By: Robin Andrews/IFLScience An incredibly powerful earthquake, registering as a 7.1M, has rocked Mexico City, a densely-packed metropolis containing nearly 20 million people, and its many suburbs and nearby towns. According to the United States Geological Survey (USGS), it was a deep-seated earthquake (51 kilometers/32 miles depth) that struck at 1:14 pm local time.

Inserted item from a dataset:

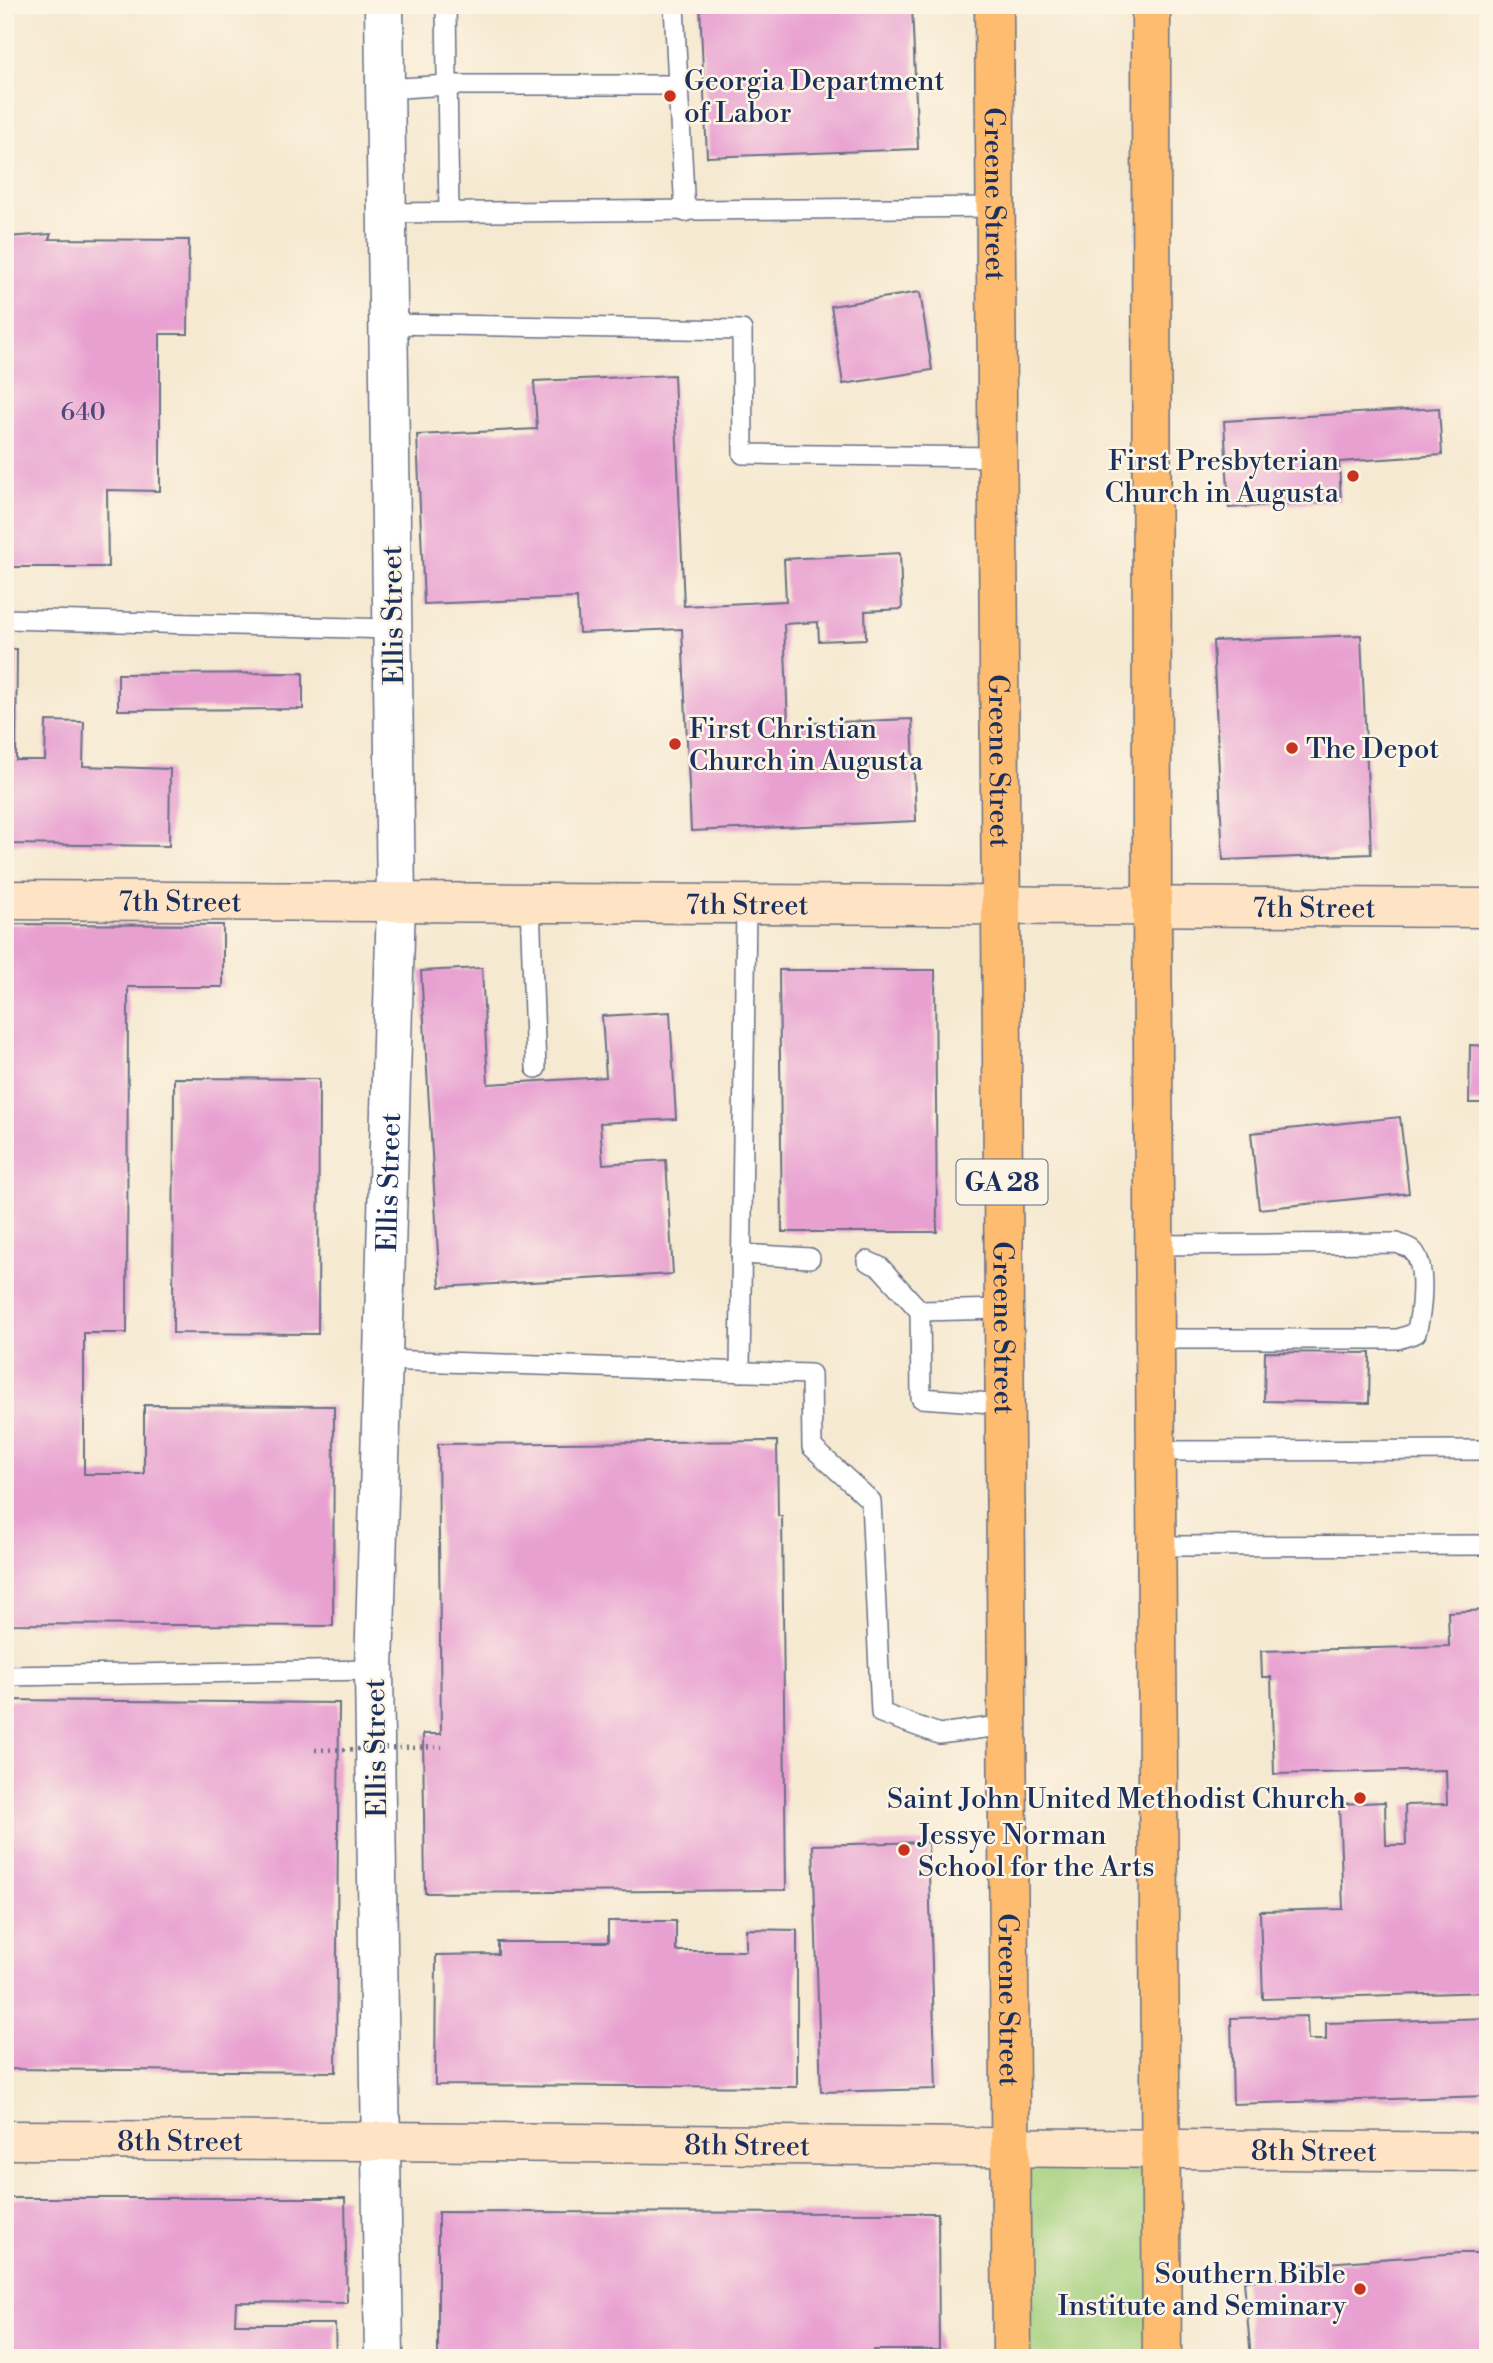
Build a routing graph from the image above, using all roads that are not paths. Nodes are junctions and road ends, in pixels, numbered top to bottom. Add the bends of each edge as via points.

The epicenter was 122 kilometers (76 miles) southeast of the city center.
Although deep and not centered in Mexico City, the tremor was powerful enough to cause multiple buildings in the capital to collapse; the damage in villages and towns outside of the city and nearer to the epicenter are likely to be harder hit, but that’s not possible to confirm at this stage.

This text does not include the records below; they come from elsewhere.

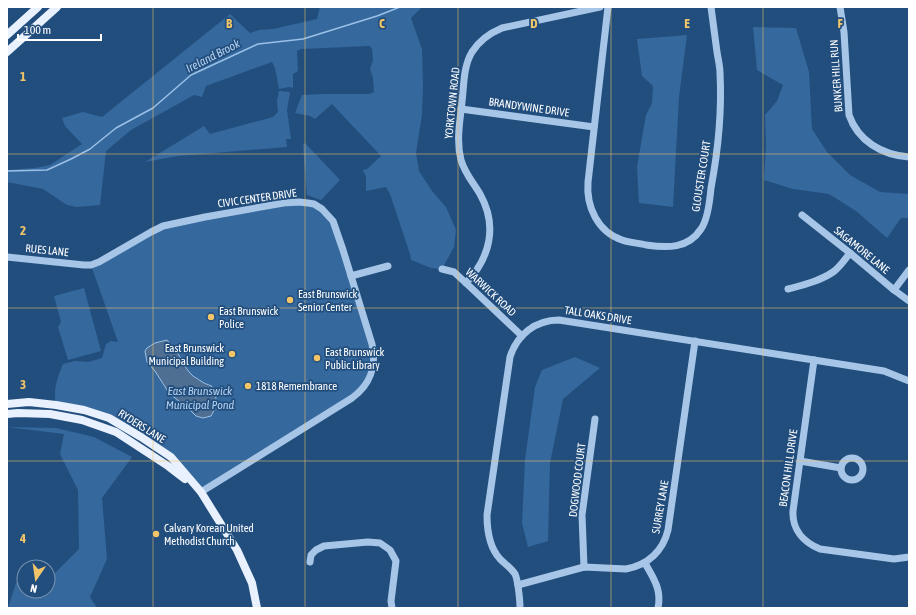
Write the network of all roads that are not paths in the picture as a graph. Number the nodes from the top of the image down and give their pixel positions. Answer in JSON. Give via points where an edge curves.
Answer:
{"nodes":[{"id":1,"x":38,"y":7,"type":"edge"},
{"id":2,"x":57,"y":7,"type":"edge"},
{"id":3,"x":600,"y":7,"type":"edge"},
{"id":4,"x":608,"y":7,"type":"edge"},
{"id":5,"x":711,"y":7,"type":"edge"},
{"id":6,"x":840,"y":7,"type":"edge"},
{"id":7,"x":7,"y":35,"type":"edge"},
{"id":8,"x":7,"y":52,"type":"edge"},
{"id":9,"x":461,"y":109,"type":"junction"},
{"id":10,"x":594,"y":127,"type":"junction"},
{"id":11,"x":909,"y":157,"type":"edge"},
{"id":12,"x":802,"y":215,"type":"dead end"},
{"id":13,"x":850,"y":253,"type":"junction"},
{"id":14,"x":7,"y":257,"type":"edge"},
{"id":15,"x":84,"y":265,"type":"joint"},
{"id":16,"x":388,"y":266,"type":"dead end"},
{"id":17,"x":442,"y":270,"type":"dead end"},
{"id":18,"x":909,"y":270,"type":"edge"},
{"id":19,"x":351,"y":276,"type":"junction"},
{"id":20,"x":466,"y":283,"type":"junction"},
{"id":21,"x":788,"y":289,"type":"dead end"},
{"id":22,"x":894,"y":290,"type":"junction"},
{"id":23,"x":909,"y":301,"type":"edge"},
{"id":24,"x":522,"y":336,"type":"junction"},
{"id":25,"x":695,"y":341,"type":"junction"},
{"id":26,"x":814,"y":360,"type":"junction"},
{"id":27,"x":909,"y":381,"type":"edge"},
{"id":28,"x":7,"y":404,"type":"edge"},
{"id":29,"x":7,"y":414,"type":"edge"},
{"id":30,"x":595,"y":419,"type":"dead end"},
{"id":31,"x":800,"y":461,"type":"junction"},
{"id":32,"x":841,"y":468,"type":"dead end"},
{"id":33,"x":201,"y":492,"type":"junction"},
{"id":34,"x":909,"y":558,"type":"edge"},
{"id":35,"x":310,"y":562,"type":"dead end"},
{"id":36,"x":645,"y":563,"type":"junction"},
{"id":37,"x":584,"y":567,"type":"junction"},
{"id":38,"x":518,"y":585,"type":"junction"},
{"id":39,"x":257,"y":608,"type":"edge"},
{"id":40,"x":392,"y":608,"type":"edge"},
{"id":41,"x":520,"y":608,"type":"edge"},
{"id":42,"x":658,"y":608,"type":"edge"}],
"edges":[{"from":1,"to":7,"type":"main road"},
{"from":2,"to":8,"type":"main road"},
{"from":3,"to":9,"type":"street","name":"YORKTOWN ROAD","via":[[508,27],[487,36],[475,48],[467,63]]},
{"from":4,"to":10,"type":"street","name":"GLOUSTER COURT"},
{"from":5,"to":10,"type":"street","name":"GLOUSTER COURT","via":[[720,73],[718,140],[708,207],[702,228],[696,235],[680,245],[660,247],[624,241],[601,225],[592,210],[587,194]]},
{"from":6,"to":11,"type":"street","name":"BUNKER HILL RUN","via":[[849,115],[852,122],[858,132],[874,147],[892,155]]},
{"from":9,"to":10,"type":"street","name":"BRANDYWINE DRIVE"},
{"from":9,"to":20,"type":"street","name":"YORKTOWN ROAD","via":[[458,135],[461,159],[484,202],[489,225],[485,255]]},
{"from":12,"to":13,"type":"street","name":"SAGAMORE LANE"},
{"from":13,"to":21,"type":"street","via":[[834,271],[807,284]]},
{"from":13,"to":22,"type":"street","name":"SAGAMORE LANE"},
{"from":14,"to":15,"type":"street","name":"RUES LANE"},
{"from":15,"to":19,"type":"street","name":"CIVIC CENTER DRIVE","via":[[100,262],[163,226],[284,203],[308,202],[322,209],[333,222]]},
{"from":16,"to":19,"type":"street"},
{"from":17,"to":20,"type":"street","name":"WARWICK ROAD","via":[[454,272]]},
{"from":18,"to":22,"type":"street"},
{"from":19,"to":33,"type":"street","name":"CIVIC CENTER DRIVE","via":[[374,349],[373,369],[367,383],[352,398]]},
{"from":20,"to":24,"type":"street","name":"WARWICK ROAD"},
{"from":22,"to":23,"type":"street","name":"SAGAMORE LANE"},
{"from":24,"to":25,"type":"street","name":"TALL OAKS DRIVE","via":[[539,324],[559,320]]},
{"from":24,"to":38,"type":"street","name":"TALL OAKS DRIVE","via":[[510,357],[487,516],[491,544],[498,556],[516,575]]},
{"from":25,"to":26,"type":"street","name":"TALL OAKS DRIVE"},
{"from":25,"to":36,"type":"street","name":"SURREY LANE","via":[[666,540]]},
{"from":26,"to":27,"type":"street","name":"TALL OAKS DRIVE","via":[[884,371]]},
{"from":26,"to":31,"type":"street","name":"BEACON HILL DRIVE"},
{"from":28,"to":33,"type":"main road","name":"RYDERS LANE","via":[[29,402],[56,405],[109,418],[171,458]]},
{"from":29,"to":33,"type":"main road","name":"RYDERS LANE","via":[[50,414],[82,420],[116,432],[168,466]]},
{"from":30,"to":37,"type":"street","name":"DOGWOOD COURT","via":[[582,515]]},
{"from":31,"to":32,"type":"street"},
{"from":31,"to":34,"type":"street","name":"BEACON HILL DRIVE","via":[[792,514],[796,529],[803,539],[813,546],[826,550],[894,559]]},
{"from":33,"to":39,"type":"main road","name":"RYDERS LANE","via":[[237,550],[252,583]]},
{"from":35,"to":40,"type":"street","via":[[311,555],[324,546],[380,543],[390,550],[396,560]]},
{"from":36,"to":37,"type":"street","name":"SURREY LANE","via":[[626,569]]},
{"from":36,"to":42,"type":"street","via":[[660,596]]},
{"from":37,"to":38,"type":"street","name":"SURREY LANE"},
{"from":38,"to":41,"type":"street","name":"TALL OAKS DRIVE"}]}
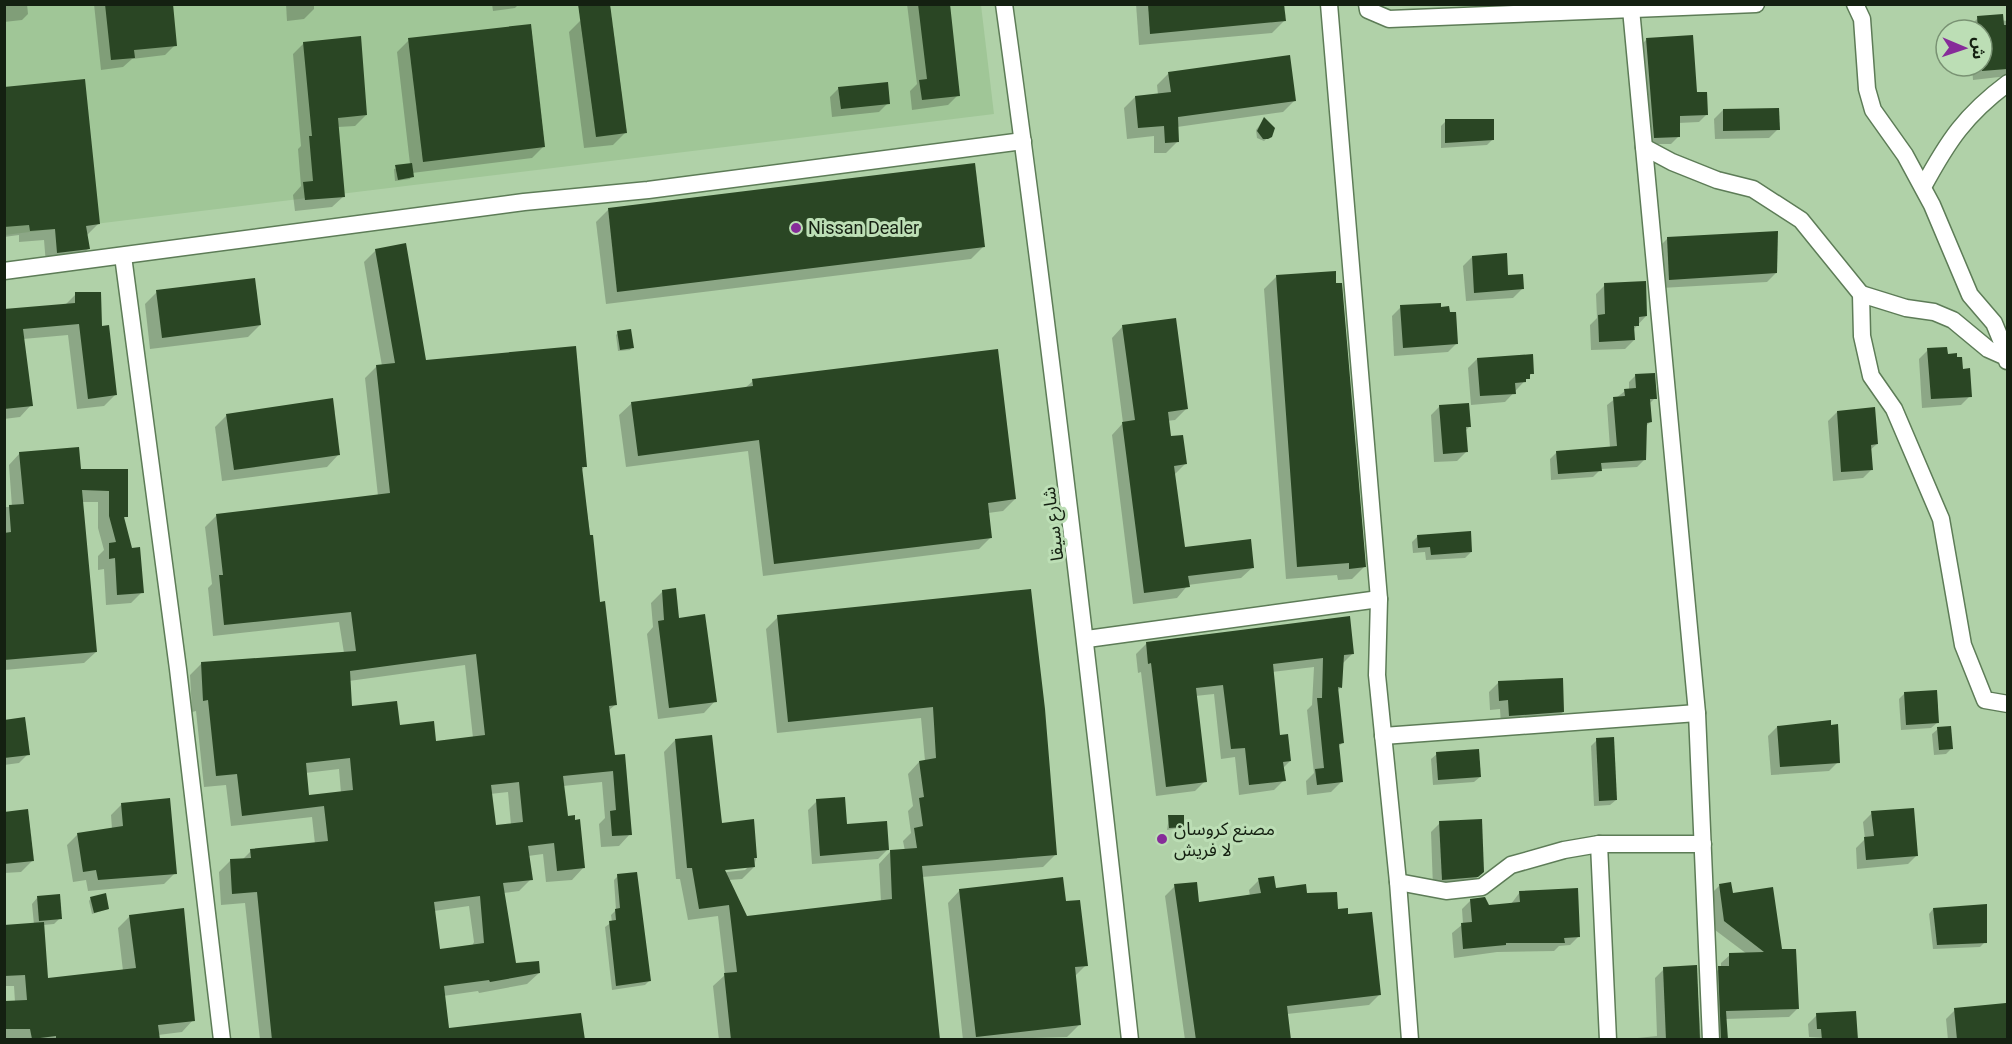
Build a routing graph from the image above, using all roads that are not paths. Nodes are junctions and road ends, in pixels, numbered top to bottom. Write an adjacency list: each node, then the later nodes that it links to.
1 (1004, 4): 8 (street, شارع سيقا)
2 (1329, 4): 15 (street)
3 (1367, 4): 6 (street)
4 (1756, 4): 6 (street)
5 (1855, 4): 10 (street)
6 (1631, 9): 9 (street)
7 (2007, 83): 10 (street)
8 (1023, 141): 11 (street); 16 (street, شارع سيقا)
9 (1644, 147): 13 (street); 18 (street)
10 (1923, 187): 14 (street)
11 (123, 256): 12 (street); 23 (street)
12 (4, 271)
13 (1861, 294): 14 (street); 17 (street)
14 (2007, 360)
15 (1379, 599): 16 (street); 19 (street)
16 (1087, 639): 24 (street, شارع سيقا)
17 (2007, 704)
18 (1697, 713): 19 (street); 21 (street)
19 (1383, 736): 22 (street)
20 (1599, 844): 21 (street); 22 (street); 26 (street)
21 (1703, 844): 27 (street)
22 (1398, 882): 25 (street)
23 (222, 1040)
24 (1130, 1040)
25 (1410, 1040)
26 (1608, 1040)
27 (1711, 1040)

Fatalities are expected. The USGS, based on the earthquake’s seismic energy and location, is estimating that there’s a 39 percent chance that 100-1,000 people have died; there’s a 30 percent chance that 1,000 to as many as 10,000 people have died.
It’s likely to be a costly quake too. There’s a 36 percent chance it will cost between $100 million and $1 billion in damages; there’s a slightly less chance it will cost as much as $10 billion.

The shake map, showing the epicenter. Mexico experienced a 6/10, others a 7/10. USGS
“Overall, the population in this region resides in structures that are a mix of vulnerable and earthquake resistant construction,” the USGS ominously notes.
Así se sintió el sismo en la redacción de https://t.co/yZhRO4eZHB pic.twitter.com/V4694bCDJT
— Milenio.com (@Milenio) September 19, 2017
Apart from the capital, other major cities affected by the quake include Ayutla (7,000 people), Izucar de Matamoros (43,000 people), and Puebla (1.6 million people), which is nearest to the epicenter. All experienced “very strong” shaking, a 7 on a 1-10 scale of earthquake shaking intensity.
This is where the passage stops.